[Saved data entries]
==============================

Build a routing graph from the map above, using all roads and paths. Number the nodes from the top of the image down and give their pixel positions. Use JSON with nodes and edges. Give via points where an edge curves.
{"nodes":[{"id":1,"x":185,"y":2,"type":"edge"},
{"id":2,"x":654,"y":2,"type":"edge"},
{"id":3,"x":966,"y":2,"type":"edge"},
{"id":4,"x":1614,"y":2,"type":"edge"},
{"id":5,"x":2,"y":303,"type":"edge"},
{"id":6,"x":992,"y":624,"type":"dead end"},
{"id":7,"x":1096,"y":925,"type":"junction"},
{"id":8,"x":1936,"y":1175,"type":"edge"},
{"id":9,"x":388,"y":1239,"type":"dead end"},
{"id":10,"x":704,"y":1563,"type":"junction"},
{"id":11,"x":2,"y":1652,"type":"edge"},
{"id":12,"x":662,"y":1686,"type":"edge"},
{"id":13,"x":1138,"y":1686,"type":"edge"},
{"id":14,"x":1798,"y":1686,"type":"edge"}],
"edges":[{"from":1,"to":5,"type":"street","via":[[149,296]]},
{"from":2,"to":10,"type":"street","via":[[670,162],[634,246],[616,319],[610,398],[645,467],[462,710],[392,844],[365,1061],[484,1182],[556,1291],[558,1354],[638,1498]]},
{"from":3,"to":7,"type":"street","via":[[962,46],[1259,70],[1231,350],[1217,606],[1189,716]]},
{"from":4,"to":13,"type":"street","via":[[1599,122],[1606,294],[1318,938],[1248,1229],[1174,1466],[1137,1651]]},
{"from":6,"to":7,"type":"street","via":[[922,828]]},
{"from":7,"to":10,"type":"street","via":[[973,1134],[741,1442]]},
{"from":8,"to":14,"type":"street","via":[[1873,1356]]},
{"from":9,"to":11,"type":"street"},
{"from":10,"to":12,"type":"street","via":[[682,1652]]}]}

==============================

**Task item**
Reproduce the records in full, exactly as written.

**Answer space**
Build a routing graph from the map above, using all roads and paths. Number the nodes from the top of the image down and give their pixel positions. Use JSON with nodes and edges. Give via points where an edge curves.
{"nodes":[{"id":1,"x":185,"y":2,"type":"edge"},
{"id":2,"x":654,"y":2,"type":"edge"},
{"id":3,"x":966,"y":2,"type":"edge"},
{"id":4,"x":1614,"y":2,"type":"edge"},
{"id":5,"x":2,"y":303,"type":"edge"},
{"id":6,"x":992,"y":624,"type":"dead end"},
{"id":7,"x":1096,"y":925,"type":"junction"},
{"id":8,"x":1936,"y":1175,"type":"edge"},
{"id":9,"x":388,"y":1239,"type":"dead end"},
{"id":10,"x":704,"y":1563,"type":"junction"},
{"id":11,"x":2,"y":1652,"type":"edge"},
{"id":12,"x":662,"y":1686,"type":"edge"},
{"id":13,"x":1138,"y":1686,"type":"edge"},
{"id":14,"x":1798,"y":1686,"type":"edge"}],
"edges":[{"from":1,"to":5,"type":"street","via":[[149,296]]},
{"from":2,"to":10,"type":"street","via":[[670,162],[634,246],[616,319],[610,398],[645,467],[462,710],[392,844],[365,1061],[484,1182],[556,1291],[558,1354],[638,1498]]},
{"from":3,"to":7,"type":"street","via":[[962,46],[1259,70],[1231,350],[1217,606],[1189,716]]},
{"from":4,"to":13,"type":"street","via":[[1599,122],[1606,294],[1318,938],[1248,1229],[1174,1466],[1137,1651]]},
{"from":6,"to":7,"type":"street","via":[[922,828]]},
{"from":7,"to":10,"type":"street","via":[[973,1134],[741,1442]]},
{"from":8,"to":14,"type":"street","via":[[1873,1356]]},
{"from":9,"to":11,"type":"street"},
{"from":10,"to":12,"type":"street","via":[[682,1652]]}]}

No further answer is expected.